■ What the task requires
Lines holding the string "math" are the ones to copy; find them all in the data.
== == ==
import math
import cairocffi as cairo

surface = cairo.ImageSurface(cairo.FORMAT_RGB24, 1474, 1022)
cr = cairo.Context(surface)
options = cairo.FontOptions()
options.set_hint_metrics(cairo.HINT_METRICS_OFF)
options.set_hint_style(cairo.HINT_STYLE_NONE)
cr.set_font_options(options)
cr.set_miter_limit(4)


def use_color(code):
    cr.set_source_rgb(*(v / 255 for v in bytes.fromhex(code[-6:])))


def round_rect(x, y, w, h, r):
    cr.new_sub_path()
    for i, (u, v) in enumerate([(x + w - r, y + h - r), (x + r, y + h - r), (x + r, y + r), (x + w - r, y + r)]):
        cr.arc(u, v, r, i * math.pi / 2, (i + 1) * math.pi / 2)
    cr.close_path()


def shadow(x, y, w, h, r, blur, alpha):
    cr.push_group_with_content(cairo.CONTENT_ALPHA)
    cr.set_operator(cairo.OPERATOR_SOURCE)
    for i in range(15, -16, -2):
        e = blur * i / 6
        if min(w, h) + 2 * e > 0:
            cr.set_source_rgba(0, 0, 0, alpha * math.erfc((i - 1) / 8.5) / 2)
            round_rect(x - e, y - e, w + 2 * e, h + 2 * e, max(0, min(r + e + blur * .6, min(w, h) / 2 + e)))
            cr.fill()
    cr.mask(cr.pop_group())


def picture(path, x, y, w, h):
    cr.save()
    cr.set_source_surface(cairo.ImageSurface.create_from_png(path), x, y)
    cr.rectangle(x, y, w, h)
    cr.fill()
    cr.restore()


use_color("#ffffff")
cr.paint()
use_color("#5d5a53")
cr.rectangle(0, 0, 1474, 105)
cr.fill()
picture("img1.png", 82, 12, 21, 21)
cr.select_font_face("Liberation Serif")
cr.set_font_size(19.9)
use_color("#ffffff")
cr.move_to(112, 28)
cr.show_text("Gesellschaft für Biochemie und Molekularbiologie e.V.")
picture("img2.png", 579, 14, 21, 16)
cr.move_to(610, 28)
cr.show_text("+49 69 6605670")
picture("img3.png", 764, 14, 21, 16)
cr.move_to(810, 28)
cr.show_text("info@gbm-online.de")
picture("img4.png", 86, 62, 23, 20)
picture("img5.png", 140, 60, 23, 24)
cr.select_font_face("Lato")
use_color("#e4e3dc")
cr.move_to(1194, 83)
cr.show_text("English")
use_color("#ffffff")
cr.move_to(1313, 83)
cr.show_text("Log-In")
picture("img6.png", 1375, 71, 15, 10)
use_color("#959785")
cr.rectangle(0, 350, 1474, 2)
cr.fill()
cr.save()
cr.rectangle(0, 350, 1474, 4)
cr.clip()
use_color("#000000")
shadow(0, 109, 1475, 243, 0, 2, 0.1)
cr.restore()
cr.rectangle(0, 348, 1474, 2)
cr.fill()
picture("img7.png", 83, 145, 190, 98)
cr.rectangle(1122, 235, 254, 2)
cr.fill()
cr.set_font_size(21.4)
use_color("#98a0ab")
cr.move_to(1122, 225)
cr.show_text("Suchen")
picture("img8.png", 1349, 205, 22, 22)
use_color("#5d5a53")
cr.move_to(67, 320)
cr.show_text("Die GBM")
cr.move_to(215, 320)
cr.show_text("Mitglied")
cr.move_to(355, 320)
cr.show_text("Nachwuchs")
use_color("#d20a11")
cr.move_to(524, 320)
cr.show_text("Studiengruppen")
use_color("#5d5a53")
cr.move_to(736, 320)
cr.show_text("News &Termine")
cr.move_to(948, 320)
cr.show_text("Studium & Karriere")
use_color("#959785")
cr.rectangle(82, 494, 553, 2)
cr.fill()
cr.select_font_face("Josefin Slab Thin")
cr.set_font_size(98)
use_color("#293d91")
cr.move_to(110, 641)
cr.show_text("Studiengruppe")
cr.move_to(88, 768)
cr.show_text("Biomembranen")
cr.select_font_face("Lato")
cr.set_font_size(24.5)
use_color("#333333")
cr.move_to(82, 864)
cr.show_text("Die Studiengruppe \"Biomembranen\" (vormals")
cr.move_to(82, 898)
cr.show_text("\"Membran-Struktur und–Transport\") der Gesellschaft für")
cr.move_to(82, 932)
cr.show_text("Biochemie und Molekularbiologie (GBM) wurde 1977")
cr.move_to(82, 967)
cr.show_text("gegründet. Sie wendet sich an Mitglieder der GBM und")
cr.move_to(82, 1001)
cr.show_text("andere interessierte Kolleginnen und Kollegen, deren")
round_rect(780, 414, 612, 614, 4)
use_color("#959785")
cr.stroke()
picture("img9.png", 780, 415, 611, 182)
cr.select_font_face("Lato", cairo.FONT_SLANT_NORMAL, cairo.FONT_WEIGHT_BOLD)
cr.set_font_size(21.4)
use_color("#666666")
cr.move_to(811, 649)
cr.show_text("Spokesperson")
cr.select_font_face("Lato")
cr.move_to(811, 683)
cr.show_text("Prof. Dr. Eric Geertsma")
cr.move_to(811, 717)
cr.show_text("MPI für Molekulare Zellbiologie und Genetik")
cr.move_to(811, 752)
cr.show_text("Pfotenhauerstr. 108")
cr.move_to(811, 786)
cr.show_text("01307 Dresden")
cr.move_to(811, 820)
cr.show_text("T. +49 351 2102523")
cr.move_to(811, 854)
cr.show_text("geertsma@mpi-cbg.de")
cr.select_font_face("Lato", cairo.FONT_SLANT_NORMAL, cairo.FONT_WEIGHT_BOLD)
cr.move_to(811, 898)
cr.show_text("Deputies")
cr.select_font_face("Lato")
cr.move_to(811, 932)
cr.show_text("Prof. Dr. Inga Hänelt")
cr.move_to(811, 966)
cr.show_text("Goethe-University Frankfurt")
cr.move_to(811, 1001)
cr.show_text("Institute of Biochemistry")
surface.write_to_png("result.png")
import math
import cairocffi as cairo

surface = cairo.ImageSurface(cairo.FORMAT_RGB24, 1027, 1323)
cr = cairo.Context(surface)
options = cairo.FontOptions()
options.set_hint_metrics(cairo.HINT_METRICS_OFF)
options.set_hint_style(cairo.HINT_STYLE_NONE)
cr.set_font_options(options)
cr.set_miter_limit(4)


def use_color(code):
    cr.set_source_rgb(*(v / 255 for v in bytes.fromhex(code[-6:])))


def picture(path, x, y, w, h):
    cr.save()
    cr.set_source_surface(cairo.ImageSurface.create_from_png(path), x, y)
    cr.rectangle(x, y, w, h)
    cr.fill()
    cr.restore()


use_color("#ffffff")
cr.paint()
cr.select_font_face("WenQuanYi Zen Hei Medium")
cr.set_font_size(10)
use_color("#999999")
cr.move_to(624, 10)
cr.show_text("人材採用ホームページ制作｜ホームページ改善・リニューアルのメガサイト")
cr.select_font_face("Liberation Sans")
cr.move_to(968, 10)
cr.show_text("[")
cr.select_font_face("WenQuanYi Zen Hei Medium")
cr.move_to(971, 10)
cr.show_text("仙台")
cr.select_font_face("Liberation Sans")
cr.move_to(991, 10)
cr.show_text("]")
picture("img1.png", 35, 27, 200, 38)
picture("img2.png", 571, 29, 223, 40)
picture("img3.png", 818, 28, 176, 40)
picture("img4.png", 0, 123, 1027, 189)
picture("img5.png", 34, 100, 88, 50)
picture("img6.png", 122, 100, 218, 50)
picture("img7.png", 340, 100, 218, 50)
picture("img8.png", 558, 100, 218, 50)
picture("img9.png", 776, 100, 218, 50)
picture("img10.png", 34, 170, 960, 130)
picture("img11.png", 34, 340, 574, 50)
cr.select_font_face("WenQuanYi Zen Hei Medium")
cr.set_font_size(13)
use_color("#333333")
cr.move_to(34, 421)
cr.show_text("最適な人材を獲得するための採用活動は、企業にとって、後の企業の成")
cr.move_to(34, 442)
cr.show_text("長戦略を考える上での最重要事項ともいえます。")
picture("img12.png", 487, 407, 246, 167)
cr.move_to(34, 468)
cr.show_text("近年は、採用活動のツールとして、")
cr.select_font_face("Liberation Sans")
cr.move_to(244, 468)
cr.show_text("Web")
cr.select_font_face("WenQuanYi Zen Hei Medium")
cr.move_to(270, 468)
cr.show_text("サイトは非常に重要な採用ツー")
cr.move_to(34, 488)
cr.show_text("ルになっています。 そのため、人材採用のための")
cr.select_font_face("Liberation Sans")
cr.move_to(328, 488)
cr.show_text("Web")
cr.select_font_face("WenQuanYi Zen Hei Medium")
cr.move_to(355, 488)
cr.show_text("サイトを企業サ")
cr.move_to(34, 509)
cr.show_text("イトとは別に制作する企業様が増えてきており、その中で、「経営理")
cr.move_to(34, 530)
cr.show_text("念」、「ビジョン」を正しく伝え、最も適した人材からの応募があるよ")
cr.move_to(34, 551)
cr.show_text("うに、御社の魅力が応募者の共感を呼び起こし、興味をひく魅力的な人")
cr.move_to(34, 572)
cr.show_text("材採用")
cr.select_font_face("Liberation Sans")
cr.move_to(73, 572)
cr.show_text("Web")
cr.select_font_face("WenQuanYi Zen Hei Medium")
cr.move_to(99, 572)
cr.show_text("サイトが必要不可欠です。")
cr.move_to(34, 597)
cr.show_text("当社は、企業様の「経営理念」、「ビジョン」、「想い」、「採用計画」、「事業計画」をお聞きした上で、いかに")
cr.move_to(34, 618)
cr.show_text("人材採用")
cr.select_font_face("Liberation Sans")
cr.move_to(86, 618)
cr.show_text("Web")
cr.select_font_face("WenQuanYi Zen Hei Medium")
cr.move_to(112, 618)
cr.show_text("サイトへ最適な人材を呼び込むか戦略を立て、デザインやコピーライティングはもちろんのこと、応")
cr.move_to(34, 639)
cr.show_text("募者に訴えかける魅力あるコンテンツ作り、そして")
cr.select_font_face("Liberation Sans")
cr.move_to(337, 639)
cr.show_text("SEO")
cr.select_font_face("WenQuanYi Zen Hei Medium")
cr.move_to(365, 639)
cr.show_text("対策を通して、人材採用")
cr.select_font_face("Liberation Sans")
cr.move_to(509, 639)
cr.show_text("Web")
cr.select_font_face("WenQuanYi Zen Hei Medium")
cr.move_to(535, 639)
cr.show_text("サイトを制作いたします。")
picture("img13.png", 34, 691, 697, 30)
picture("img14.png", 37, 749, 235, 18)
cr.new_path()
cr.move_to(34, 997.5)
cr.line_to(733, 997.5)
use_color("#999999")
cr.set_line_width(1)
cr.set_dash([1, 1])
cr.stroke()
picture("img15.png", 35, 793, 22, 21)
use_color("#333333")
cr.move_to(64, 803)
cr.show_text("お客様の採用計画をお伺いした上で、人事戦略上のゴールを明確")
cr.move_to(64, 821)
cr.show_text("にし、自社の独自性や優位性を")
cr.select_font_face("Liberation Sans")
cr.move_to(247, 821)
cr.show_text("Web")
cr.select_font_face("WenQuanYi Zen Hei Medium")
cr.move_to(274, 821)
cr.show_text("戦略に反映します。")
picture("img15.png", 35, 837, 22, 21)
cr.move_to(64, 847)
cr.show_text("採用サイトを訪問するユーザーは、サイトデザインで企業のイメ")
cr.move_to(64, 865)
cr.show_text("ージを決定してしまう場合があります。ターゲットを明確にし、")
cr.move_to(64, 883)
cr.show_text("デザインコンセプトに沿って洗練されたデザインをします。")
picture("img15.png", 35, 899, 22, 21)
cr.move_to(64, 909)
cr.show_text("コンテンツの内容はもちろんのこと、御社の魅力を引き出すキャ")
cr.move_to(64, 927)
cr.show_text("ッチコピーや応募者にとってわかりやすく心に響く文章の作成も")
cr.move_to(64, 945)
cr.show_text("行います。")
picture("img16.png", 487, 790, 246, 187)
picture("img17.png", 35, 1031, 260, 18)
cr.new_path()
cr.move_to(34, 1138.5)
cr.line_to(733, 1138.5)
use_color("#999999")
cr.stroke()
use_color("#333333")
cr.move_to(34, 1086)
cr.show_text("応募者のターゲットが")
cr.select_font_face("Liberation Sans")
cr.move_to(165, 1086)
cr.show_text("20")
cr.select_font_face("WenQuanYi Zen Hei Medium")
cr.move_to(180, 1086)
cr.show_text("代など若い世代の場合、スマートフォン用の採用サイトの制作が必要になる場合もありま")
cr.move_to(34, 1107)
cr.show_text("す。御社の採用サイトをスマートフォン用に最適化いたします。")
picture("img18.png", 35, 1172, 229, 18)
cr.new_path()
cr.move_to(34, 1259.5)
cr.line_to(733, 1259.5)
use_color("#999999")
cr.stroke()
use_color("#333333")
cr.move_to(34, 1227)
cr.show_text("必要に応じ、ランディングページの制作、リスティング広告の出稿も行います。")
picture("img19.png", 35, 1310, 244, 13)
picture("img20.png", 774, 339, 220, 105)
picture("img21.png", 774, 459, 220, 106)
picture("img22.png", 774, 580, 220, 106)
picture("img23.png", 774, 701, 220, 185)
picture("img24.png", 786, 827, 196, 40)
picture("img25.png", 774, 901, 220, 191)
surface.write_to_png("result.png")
== == ==
■ Written solution
import math
        cr.arc(u, v, r, i * math.pi / 2, (i + 1) * math.pi / 2)
            cr.set_source_rgba(0, 0, 0, alpha * math.erfc((i - 1) / 8.5) / 2)
import math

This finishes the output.